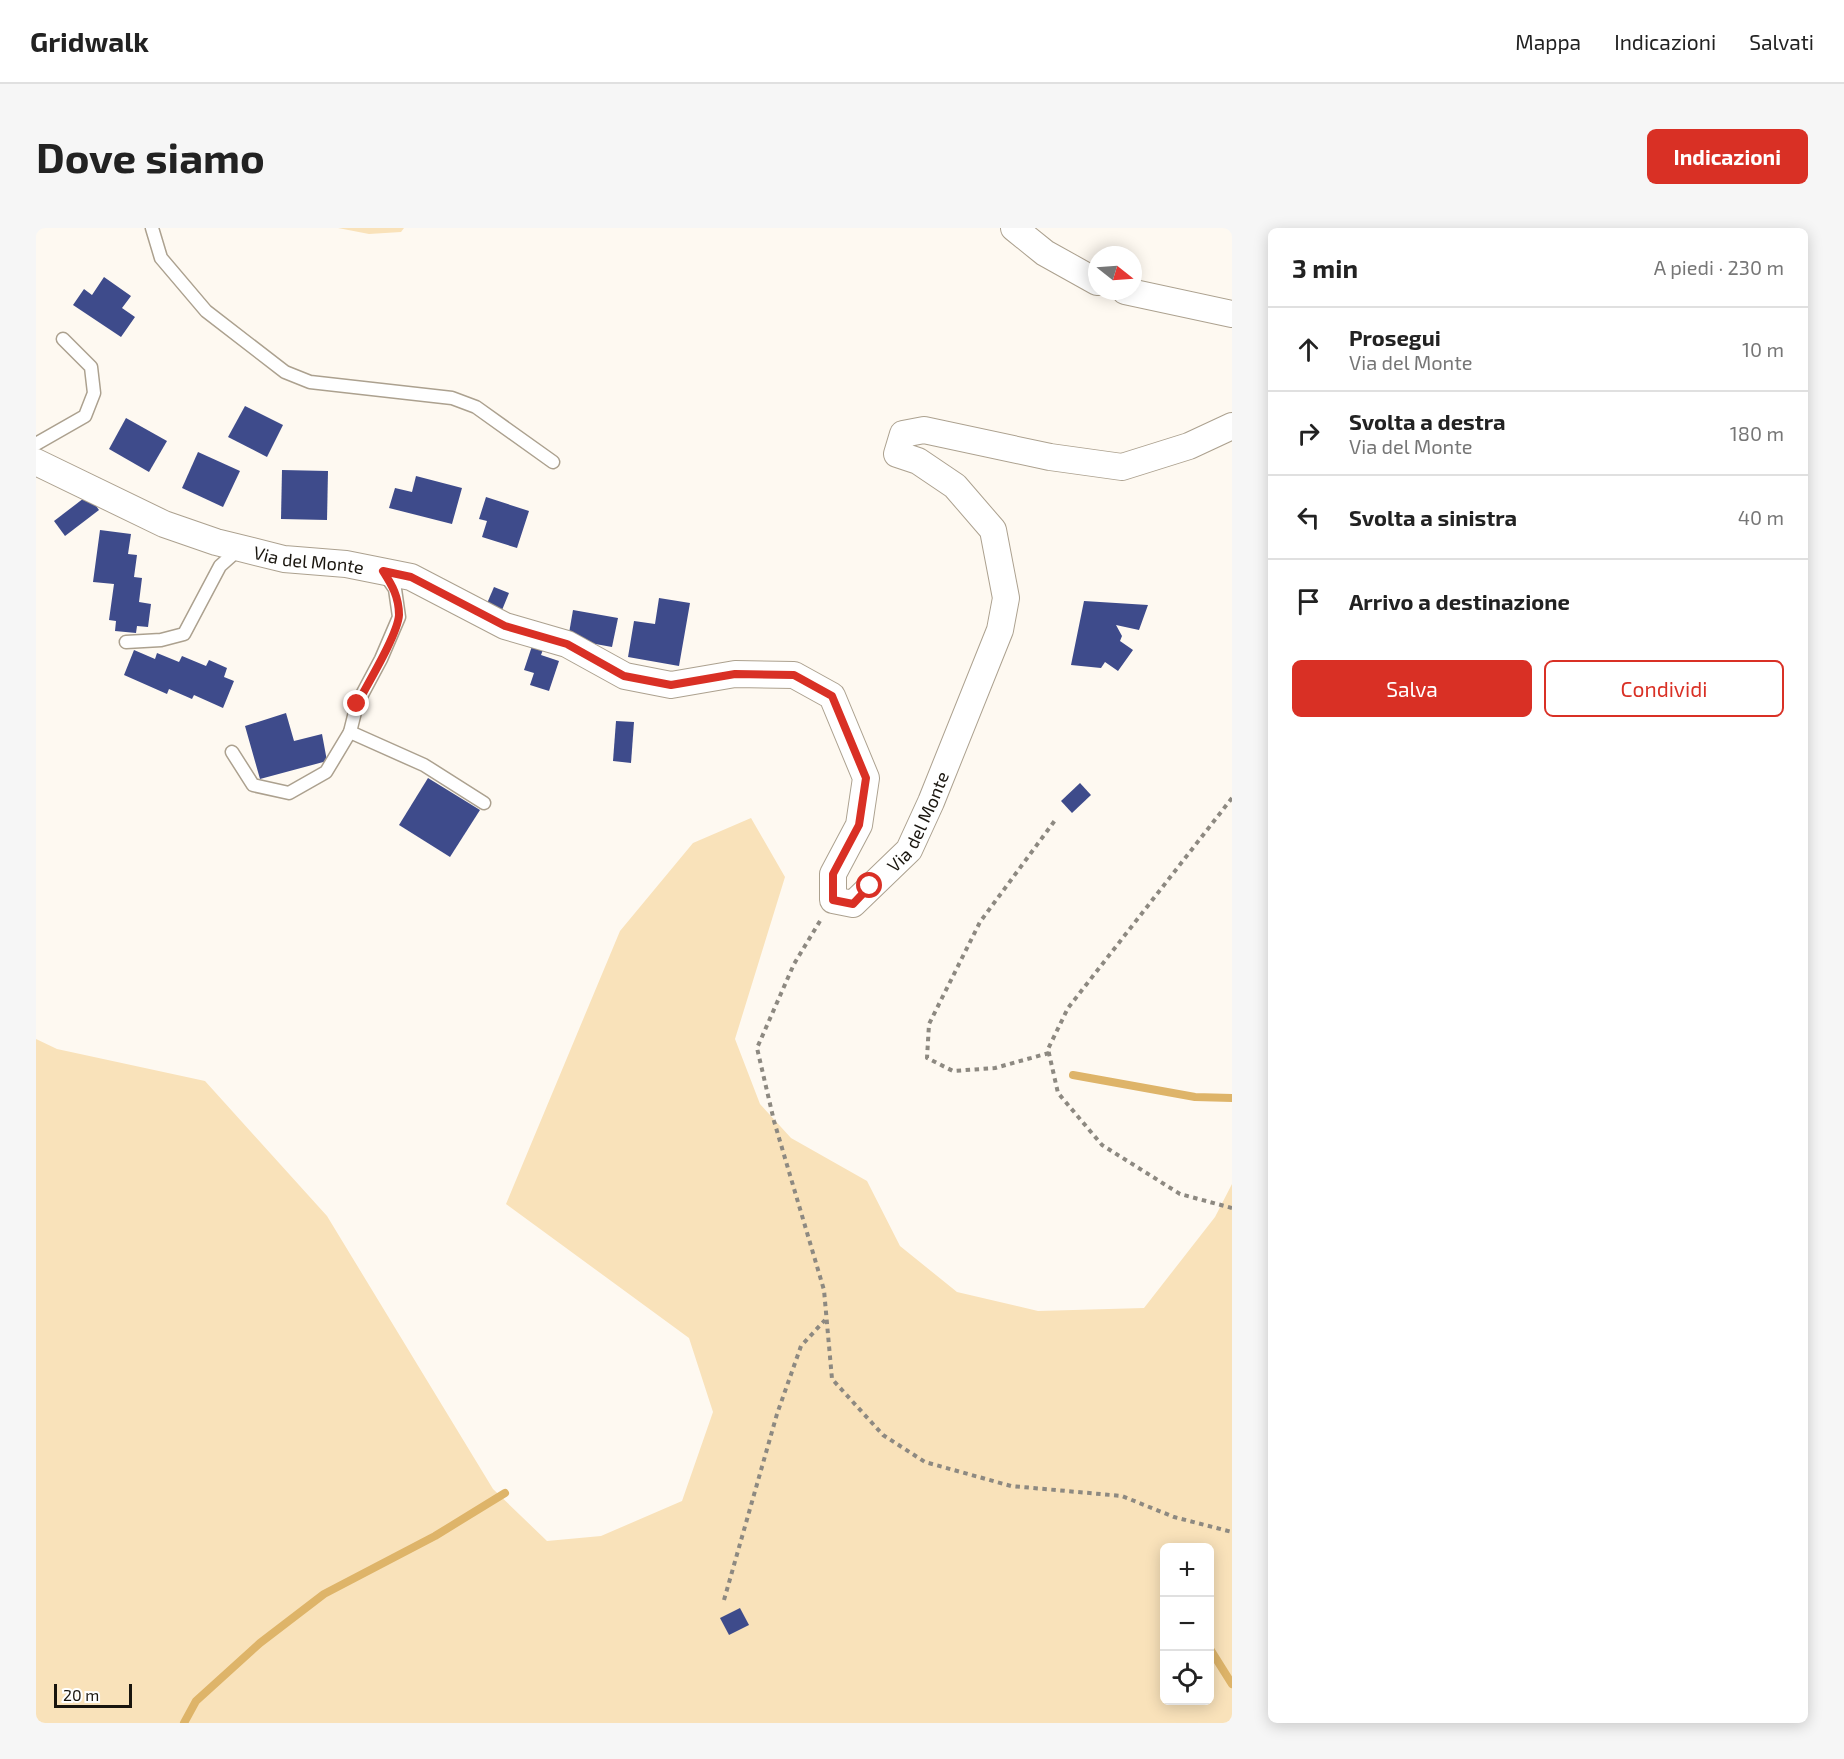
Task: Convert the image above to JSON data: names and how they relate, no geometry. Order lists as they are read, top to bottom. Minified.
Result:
{"streets":{"street":["Via del Monte"]},"scale_bar":"20 m","north":"right","page":{"header":"Gridwalk","nav":["Mappa","Indicazioni","Salvati"],"buttons":["Indicazioni",["Salva","Condividi"]],"title":"Dove siamo","heading":["3 min","A piedi · 230 m"],"list":[["Prosegui","Via del Monte","10 m"],["Svolta a destra","Via del Monte","180 m"],["Svolta a sinistra","40 m"],"Arrivo a destinazione"],"map_buttons":["+","−"],"scale":"20 m"}}
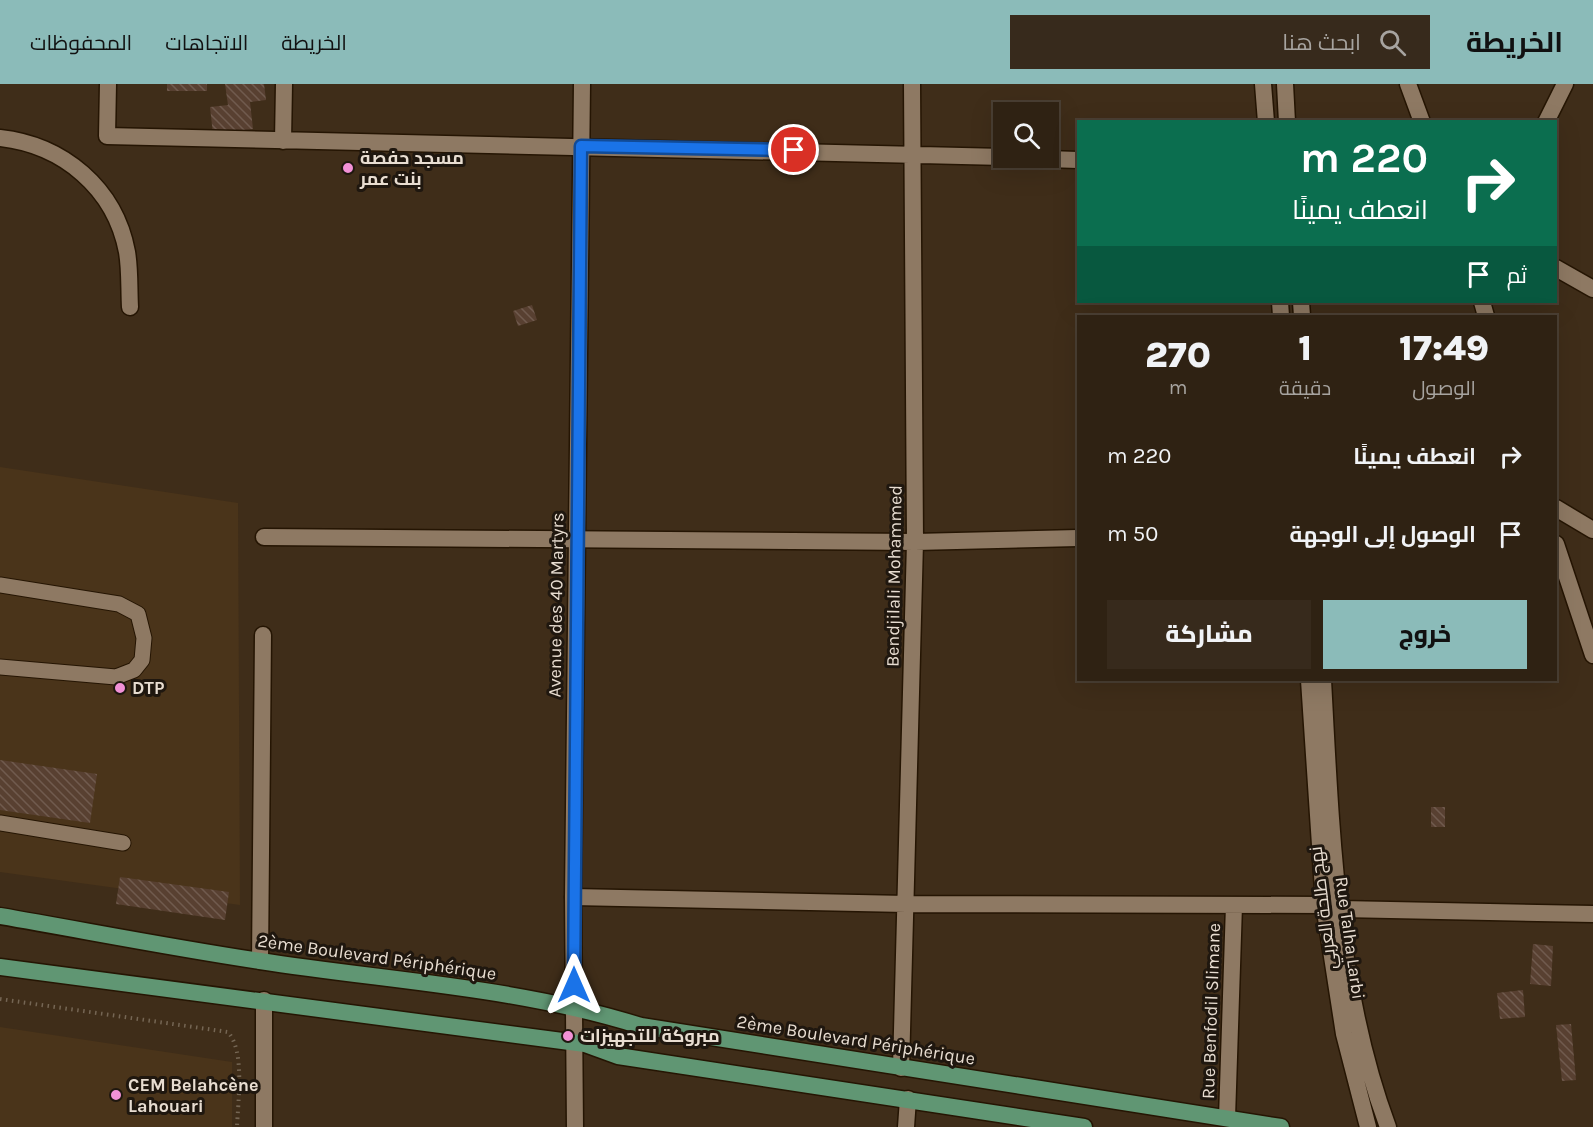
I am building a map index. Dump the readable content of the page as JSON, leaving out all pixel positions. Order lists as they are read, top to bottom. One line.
{"streets":{"main road":["2ème Boulevard Périphérique"],"street":["Bendjilali Mohammed","Avenue des 40 Martyrs","نهج طلحة العربي","Rue Talha Larbi","Rue Benfodil Slimane"]},"crossings":[["Bendjilali Mohammed","2ème Boulevard Périphérique"],["Avenue des 40 Martyrs","2ème Boulevard Périphérique"],["2ème Boulevard Périphérique","Rue Benfodil Slimane"]],"places":["مسجد حفصة بنت عمر","DTP","مبروكة للتجهيزات","CEM Belahcène Lahouari"],"page":{"header":"الخريطة","search":"ابحث هنا","nav":["الخريطة","الاتجاهات","المحفوظات"],"turn":["220 m","انعطف يمينًا"],"then":"ثم","eta":["17:49","الوصول","1","دقيقة","270","m"],"list":[{"name":"انعطف يمينًا","value":"220 m"},{"name":"الوصول إلى الوجهة","value":"50 m"}],"buttons":["خروج","مشاركة"]}}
#####
### [About this exercise]
Exact copy, no pictures: please print every record above as written.

### [Output of the task]
Task: Convert the image above to JSON data: names and how they relate, no geometry. Order lists as they are read, top to bottom. Minified.
Result:
{"streets":{"street":["Via del Monte"]},"scale_bar":"20 m","north":"right","page":{"header":"Gridwalk","nav":["Mappa","Indicazioni","Salvati"],"buttons":["Indicazioni",["Salva","Condividi"]],"title":"Dove siamo","heading":["3 min","A piedi · 230 m"],"list":[["Prosegui","Via del Monte","10 m"],["Svolta a destra","Via del Monte","180 m"],["Svolta a sinistra","40 m"],"Arrivo a destinazione"],"map_buttons":["+","−"],"scale":"20 m"}}
I am building a map index. Dump the readable content of the page as JSON, leaving out all pixel positions. Order lists as they are read, top to bottom. One line.
{"streets":{"main road":["2ème Boulevard Périphérique"],"street":["Bendjilali Mohammed","Avenue des 40 Martyrs","نهج طلحة العربي","Rue Talha Larbi","Rue Benfodil Slimane"]},"crossings":[["Bendjilali Mohammed","2ème Boulevard Périphérique"],["Avenue des 40 Martyrs","2ème Boulevard Périphérique"],["2ème Boulevard Périphérique","Rue Benfodil Slimane"]],"places":["مسجد حفصة بنت عمر","DTP","مبروكة للتجهيزات","CEM Belahcène Lahouari"],"page":{"header":"الخريطة","search":"ابحث هنا","nav":["الخريطة","الاتجاهات","المحفوظات"],"turn":["220 m","انعطف يمينًا"],"then":"ثم","eta":["17:49","الوصول","1","دقيقة","270","m"],"list":[{"name":"انعطف يمينًا","value":"220 m"},{"name":"الوصول إلى الوجهة","value":"50 m"}],"buttons":["خروج","مشاركة"]}}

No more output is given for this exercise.